Researchers from Max Plank Institute of Developmental Biology have uncovered some of the molecular mysteries associated with synaptic connections between the neurons, that represent the structural and functional unit of the brain.
In simple terms, the junction between two neurons is referred to as a synapse. It serves as a gateway of communication between the same. Storage and transmission of information occurs through these specialized contact sites. This synaptic connection is of great importance in the process of learning and remembering what has been learnt. These is a parallel change in the structural and functional characteristics of the synaptic junctions during the learning process. The exact molecular mechanism behind this modification has been largely unknown until now.
Michael Kiebler and his colleagues have now identified a protein called, Staufen2, found to play a significant role in the mainatenance of synaptic junctions. A cell devoid of this protein would lose a significant proportion of the synapses. Associated impairment in other contact sites and the signalling mechanism have also been identified.
The protein is known to be invloved in the transport of mRNAs to to specific locations inside a cell. This has been found to largely dependent on the recognition of the mRNA by special RNA binding proteins and the subsequent transport to synaptic junctions.
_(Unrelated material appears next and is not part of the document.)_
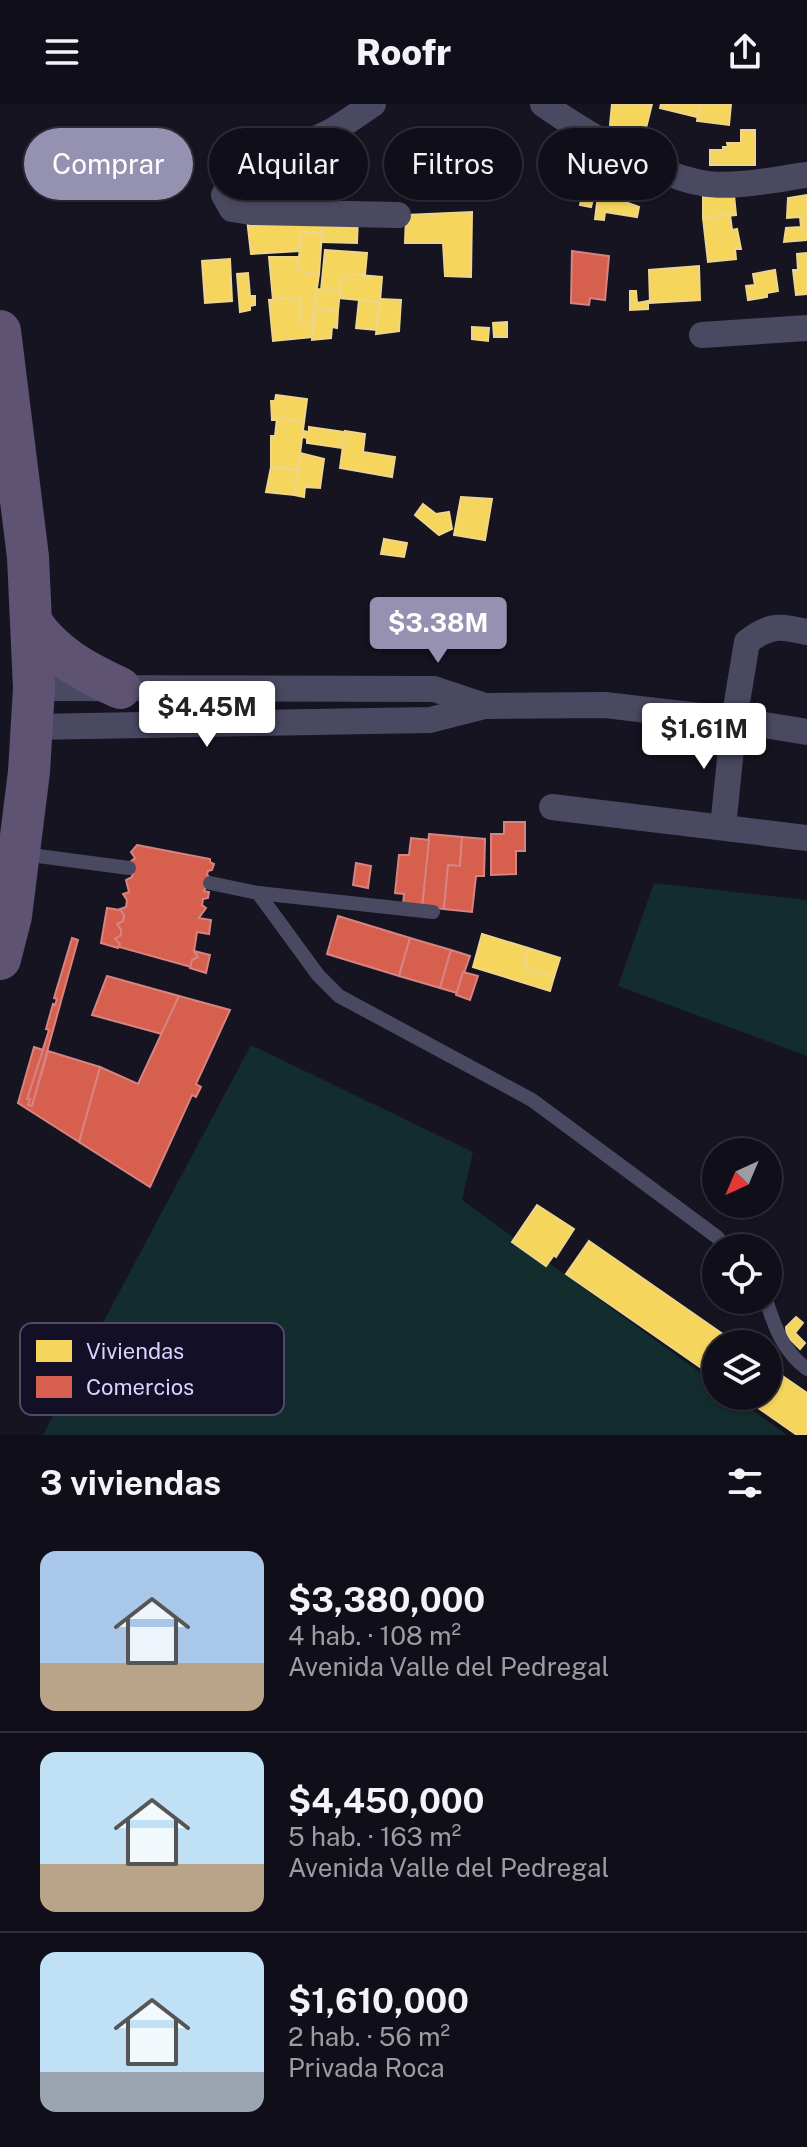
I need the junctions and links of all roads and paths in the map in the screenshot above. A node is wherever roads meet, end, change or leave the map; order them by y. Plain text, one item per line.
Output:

As any defect in this process (due to missing Staufen2 protein) has been found to result in structural and functional inhibition of the synapse, it is logical to assume that the protein also plays a major role in the process of learning and memory retention.
This finding has obviously led to a better understanding of the molecular mechanisms behind the ability of the brain to learn and remember. If in the future, such mechanisms can be manipulated, it could lead to a revolution. Somebody who has a poor learning capacity can be substituted with an 'ideal brain'. This could go a long way in the treatment of disorders related to learning and memory function.